Closed mmeier93 closed 3 years ago
Thanks @mmeier93 for raising this issue! 👍 Very interesting 🤔 ! after looking at it I saw that this issue is more related to SAIGE than to the GWAS pipeline itself as it occurs within the SAIGE function SPAGMMATtest
. The scripts you can see in the process within pipeline just call the function from the SAIGE package that behaves like this. So we have no control over the behaviour of this function. This doesn't mean we cannot work around it to ensure that it doesn't lead to errors 😉 .
Having said this, there are two main considerations:
The transform_cb_output.R
performs a subset at the metadata level in which if there's no platekey platekey == ''
the sample is removed from the metadata, but it doesn't check the aggregated VCF file itself. This logic doesn't cover cases like the one you showed. Also, the pipeline doesn't expect to have phenotypic data for samples with no VCFs. As this should be addressed during ingestion of genotypic & phenotypic data via data validation.

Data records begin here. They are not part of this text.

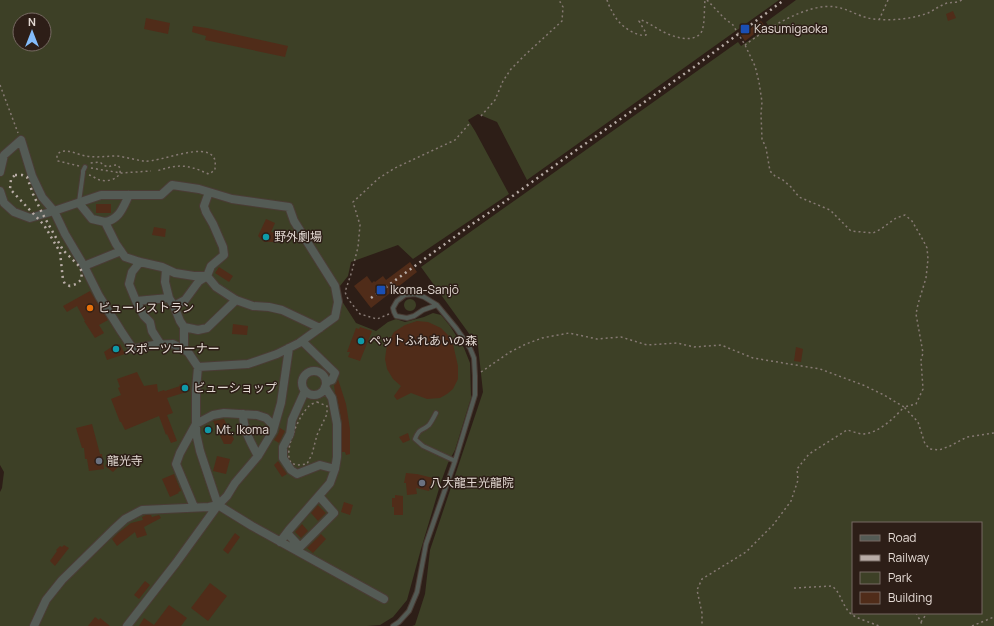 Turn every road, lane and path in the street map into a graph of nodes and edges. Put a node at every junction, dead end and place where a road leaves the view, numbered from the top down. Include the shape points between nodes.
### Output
1 (559, 0) edge
2 (607, 0) edge
3 (706, 0) edge
4 (888, 0) edge
5 (962, 0) edge
6 (879, 20) junction
7 (745, 45) junction
8 (0, 85) edge
9 (481, 116) dead end
10 (470, 123) dead end
11 (18, 131) dead end
12 (85, 167) junction
13 (157, 171) dead end
14 (0, 172) edge
15 (151, 172) dead end
16 (83, 173) junction
17 (121, 173) junction
18 (0, 191) edge
19 (209, 192) junction
20 (129, 195) junction
21 (79, 203) junction
22 (54, 211) junction
23 (105, 222) junction
24 (121, 251) junction
25 (140, 262) junction
26 (84, 266) junction
27 (166, 269) junction
28 (207, 276) junction
29 (169, 298) junction
30 (236, 300) junction
31 (136, 301) junction
32 (437, 305) junction
33 (174, 306) junction
34 (394, 312) junction
35 (184, 327) junction
36 (320, 328) junction
37 (302, 341) junction
38 (161, 345) junction
39 (289, 348) junction
40 (184, 350) junction
41 (198, 367) junction
42 (475, 376) junction
43 (326, 384) junction
44 (305, 391) junction
45 (904, 407) junction
46 (436, 413) dead end
47 (243, 414) junction
48 (196, 424) junction
49 (274, 426) junction
50 (994, 433) edge
51 (258, 456) junction
52 (289, 457) joint
53 (455, 461) junction
54 (335, 469) junction
55 (319, 496) junction
56 (218, 505) junction
57 (194, 507) junction
58 (287, 533) junction
59 (280, 542) junction
60 (794, 588) dead end
61 (384, 599) dead end
62 (917, 614) edge
63 (926, 614) edge
64 (994, 617) edge
65 (921, 622) junction
66 (34, 626) edge
67 (127, 626) edge
68 (393, 626) edge
69 (702, 626) edge
70 (880, 626) edge
71 (922, 626) edge
72 (972, 626) edge

1 - 9 path via 563,7 562,21 511,69 494,100
2 - 3 path via 617,19 638,35 646,35 640,20 667,34 684,39 695,38 701,32
3 - 7 path via 733,25
4 - 6 path
5 - 6 path via 946,3 915,17
6 - 7 path via 866,18 838,7 820,7 789,18
7 - 45 path via 759,82 762,138 770,171 791,187 799,197 830,210 851,231 872,233 905,215 912,221 927,248 926,278 916,314 923,353 923,389 916,404
8 - 11 path
10 - 34 path via 455,140 384,174 353,202 360,225 358,247 345,292 360,314 377,319
12 - 13 path via 58,161 57,155 66,151 84,156 117,156 144,162 202,152 214,157 216,170 208,174 194,168 178,166
12 - 16 lane
12 - 17 path
12 - 17 path via 91,162 100,162 108,167 118,165
14 - 22 street via 4,155 21,140 32,176 42,197
15 - 17 path
16 - 17 path via 92,175 100,181 114,179
16 - 21 lane
18 - 22 street via 4,203 14,212 30,218
19 - 20 street via 172,185 161,195
19 - 28 street via 204,206 223,247 224,255 211,266
19 - 36 street via 232,199 289,207 294,221 335,286 338,302 336,317
20 - 21 street via 101,196
20 - 23 street via 118,216
21 - 22 street
21 - 23 street via 92,219
22 - 26 street
23 - 24 street
24 - 25 street via 125,257
24 - 26 street
25 - 27 street
25 - 31 street via 132,272 129,284
26 - 38 street via 99,296 134,348
27 - 28 street via 176,273
27 - 29 street via 165,282
28 - 30 street via 216,287
28 - 33 street via 199,280 185,300
29 - 31 street
29 - 33 street
30 - 35 street via 207,328 198,330
30 - 36 street via 253,306 282,310
31 - 38 street
32 - 34 lane via 407,318 396,316
32 - 34 lane via 415,294 405,295 397,300
32 - 42 lane via 470,348 474,358
33 - 35 street
35 - 40 street
36 - 37 street
37 - 39 street
37 - 43 street via 335,373 332,380
38 - 40 street via 173,344
39 - 41 street via 248,364
39 - 49 street via 281,404
40 - 41 street
41 - 48 street
42 - 45 path via 510,352 542,338 568,334 597,339 621,337 647,345 722,345 753,358 820,369 863,385
42 - 53 lane via 475,395
43 - 44 street via 322,392 315,395
43 - 44 street via 319,372 308,373 302,384
43 - 54 street via 332,398 337,424
44 - 54 street via 283,447 283,458 290,470 298,474 320,465
45 - 50 path via 918,422 925,444 930,449 939,450 967,437
45 - 69 path via 876,431 863,434 847,430 809,454 797,469 798,480 790,501 773,525 746,552 702,578 697,590
46 - 53 lane via 432,421 418,431 415,439 423,446
47 - 48 street via 213,415
47 - 49 street via 266,418
47 - 51 street via 243,422
48 - 56 street via 200,451
48 - 57 street via 176,464
49 - 51 street
51 - 56 street
52 - 52 path via 290,444 302,416 310,405 317,402 326,406 327,414 307,464 291,463
53 - 68 lane via 426,544 417,592 409,612
54 - 55 street via 330,483
55 - 58 street
55 - 58 street via 334,512 300,547
56 - 57 street
56 - 59 street
56 - 67 street
57 - 66 street via 142,510 125,519 62,580 46,600
58 - 59 street
59 - 61 street
60 - 70 path via 832,586 837,589 851,615
62 - 65 path
63 - 65 path
64 - 72 path
65 - 71 path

A check of this type would require to read an aggregated VCF file header within transform_cb_output.R
, which we can do for sure, to ensure we have a 1 phenotype : 1 genotype correspondance and this process doesn't break the pipeline in cases like yours.
I will check with @cgpu 👀 . In the meantime my suggestion is that you remove all the samples from your metadata that they are not in your simulated aggregated VCFs.
The following job fails: https://cloudos.lifebit.ai/public/jobs/5fb580a1cc96a201128dc3fd
The error seems to related to an inconsistent number of participants between the pheno file (118?) and the VCF files (40). Should the pipeline not perform a subset?